> **TASK DETAILS**
Of the lines in the data below, write out exactly those from the one holding "Build a routing" through the one holding "Which roads connect where in this", both included.

> **INFORMATION PROVIDED**
::::
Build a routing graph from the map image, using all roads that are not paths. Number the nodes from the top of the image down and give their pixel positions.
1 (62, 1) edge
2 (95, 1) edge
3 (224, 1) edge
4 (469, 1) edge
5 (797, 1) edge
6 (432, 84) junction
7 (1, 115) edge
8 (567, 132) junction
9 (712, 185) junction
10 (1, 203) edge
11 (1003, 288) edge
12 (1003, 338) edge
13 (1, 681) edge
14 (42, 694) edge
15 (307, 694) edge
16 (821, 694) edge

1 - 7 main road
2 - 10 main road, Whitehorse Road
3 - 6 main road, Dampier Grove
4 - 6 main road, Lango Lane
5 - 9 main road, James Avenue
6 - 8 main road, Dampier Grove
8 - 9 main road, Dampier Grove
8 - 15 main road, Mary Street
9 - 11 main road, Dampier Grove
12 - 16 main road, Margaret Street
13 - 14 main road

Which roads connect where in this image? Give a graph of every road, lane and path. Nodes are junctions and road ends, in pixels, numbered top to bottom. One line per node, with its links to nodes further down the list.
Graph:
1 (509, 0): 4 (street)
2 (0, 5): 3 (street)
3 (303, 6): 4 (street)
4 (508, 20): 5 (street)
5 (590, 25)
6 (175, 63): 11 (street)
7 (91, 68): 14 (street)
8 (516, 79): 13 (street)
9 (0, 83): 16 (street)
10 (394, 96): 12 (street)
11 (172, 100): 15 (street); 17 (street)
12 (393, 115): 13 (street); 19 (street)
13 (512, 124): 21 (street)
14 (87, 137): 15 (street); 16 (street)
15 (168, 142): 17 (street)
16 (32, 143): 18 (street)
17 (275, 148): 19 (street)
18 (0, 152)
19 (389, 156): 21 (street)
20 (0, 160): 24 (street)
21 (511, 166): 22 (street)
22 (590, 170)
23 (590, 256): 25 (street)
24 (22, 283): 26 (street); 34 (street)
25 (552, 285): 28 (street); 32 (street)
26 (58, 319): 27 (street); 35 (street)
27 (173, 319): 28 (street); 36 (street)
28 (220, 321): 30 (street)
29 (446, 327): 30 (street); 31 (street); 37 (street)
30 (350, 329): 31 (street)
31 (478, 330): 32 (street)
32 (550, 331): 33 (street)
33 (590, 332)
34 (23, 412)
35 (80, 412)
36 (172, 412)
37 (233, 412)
::::
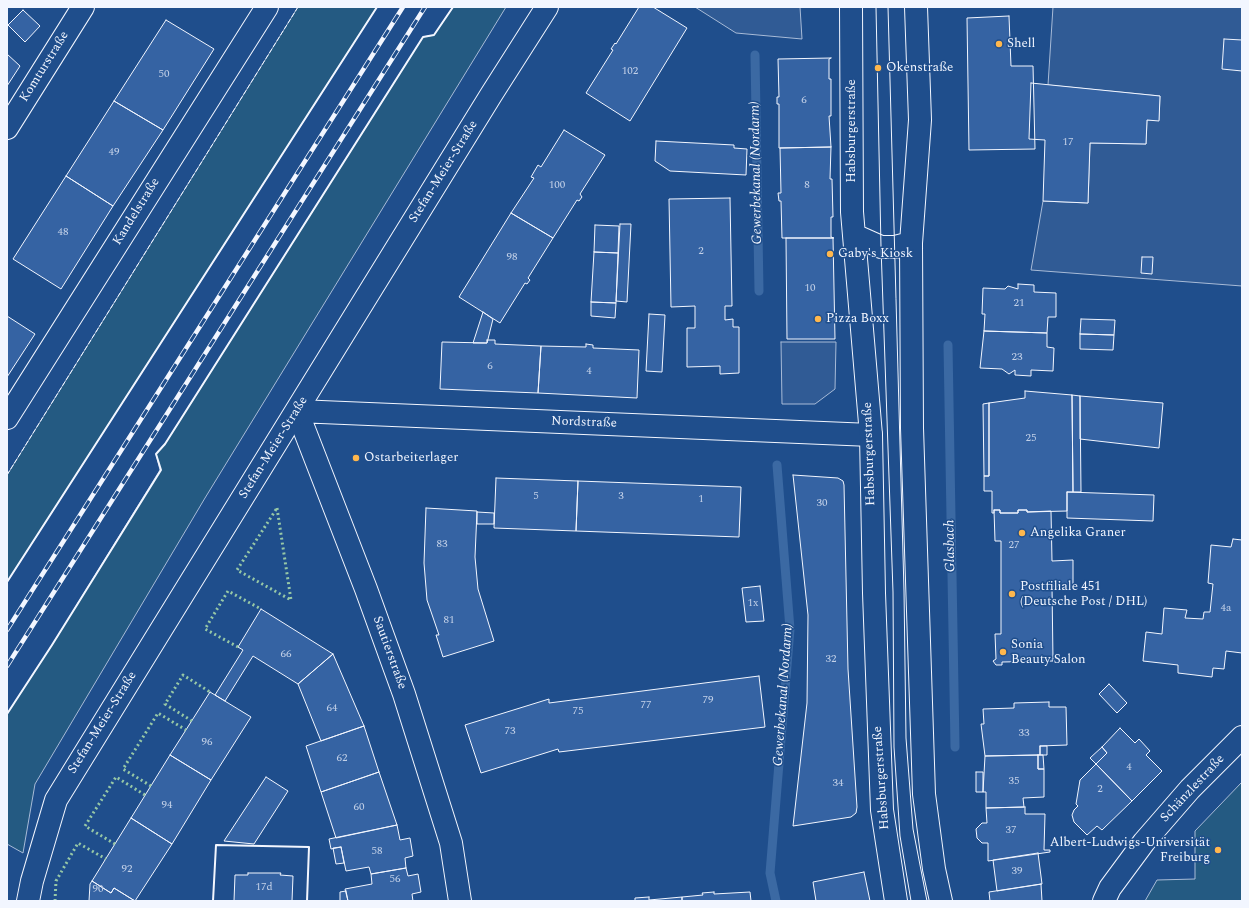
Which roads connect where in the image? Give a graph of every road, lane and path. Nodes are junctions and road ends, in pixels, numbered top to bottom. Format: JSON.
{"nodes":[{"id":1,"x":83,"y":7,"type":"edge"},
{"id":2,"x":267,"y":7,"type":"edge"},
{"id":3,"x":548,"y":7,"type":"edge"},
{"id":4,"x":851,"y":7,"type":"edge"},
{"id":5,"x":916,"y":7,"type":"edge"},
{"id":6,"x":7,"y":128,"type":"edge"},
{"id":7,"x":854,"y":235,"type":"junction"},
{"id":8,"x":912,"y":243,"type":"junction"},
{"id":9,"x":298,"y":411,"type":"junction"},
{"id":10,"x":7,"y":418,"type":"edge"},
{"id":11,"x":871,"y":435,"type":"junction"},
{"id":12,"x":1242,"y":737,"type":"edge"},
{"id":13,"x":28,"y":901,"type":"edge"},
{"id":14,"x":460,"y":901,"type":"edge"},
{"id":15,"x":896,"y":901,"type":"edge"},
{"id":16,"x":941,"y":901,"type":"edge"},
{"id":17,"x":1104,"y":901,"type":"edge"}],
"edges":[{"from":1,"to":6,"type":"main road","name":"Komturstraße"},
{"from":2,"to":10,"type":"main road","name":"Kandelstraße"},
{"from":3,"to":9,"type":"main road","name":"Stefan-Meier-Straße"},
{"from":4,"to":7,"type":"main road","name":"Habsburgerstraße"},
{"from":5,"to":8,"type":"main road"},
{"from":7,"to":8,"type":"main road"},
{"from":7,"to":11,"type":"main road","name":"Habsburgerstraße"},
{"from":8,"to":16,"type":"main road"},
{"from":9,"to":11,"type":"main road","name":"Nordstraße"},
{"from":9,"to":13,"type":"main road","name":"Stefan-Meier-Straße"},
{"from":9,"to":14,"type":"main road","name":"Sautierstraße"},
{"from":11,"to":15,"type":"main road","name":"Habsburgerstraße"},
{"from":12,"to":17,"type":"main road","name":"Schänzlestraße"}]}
::::
> **EXERCISE ANSWER**
Build a routing graph from the map image, using all roads that are not paths. Number the nodes from the top of the image down and give their pixel positions.
1 (62, 1) edge
2 (95, 1) edge
3 (224, 1) edge
4 (469, 1) edge
5 (797, 1) edge
6 (432, 84) junction
7 (1, 115) edge
8 (567, 132) junction
9 (712, 185) junction
10 (1, 203) edge
11 (1003, 288) edge
12 (1003, 338) edge
13 (1, 681) edge
14 (42, 694) edge
15 (307, 694) edge
16 (821, 694) edge

1 - 7 main road
2 - 10 main road, Whitehorse Road
3 - 6 main road, Dampier Grove
4 - 6 main road, Lango Lane
5 - 9 main road, James Avenue
6 - 8 main road, Dampier Grove
8 - 9 main road, Dampier Grove
8 - 15 main road, Mary Street
9 - 11 main road, Dampier Grove
12 - 16 main road, Margaret Street
13 - 14 main road

Which roads connect where in this image? Give a graph of every road, lane and path. Nodes are junctions and road ends, in pixels, numbered top to bottom. One line per node, with its links to nodes further down the list.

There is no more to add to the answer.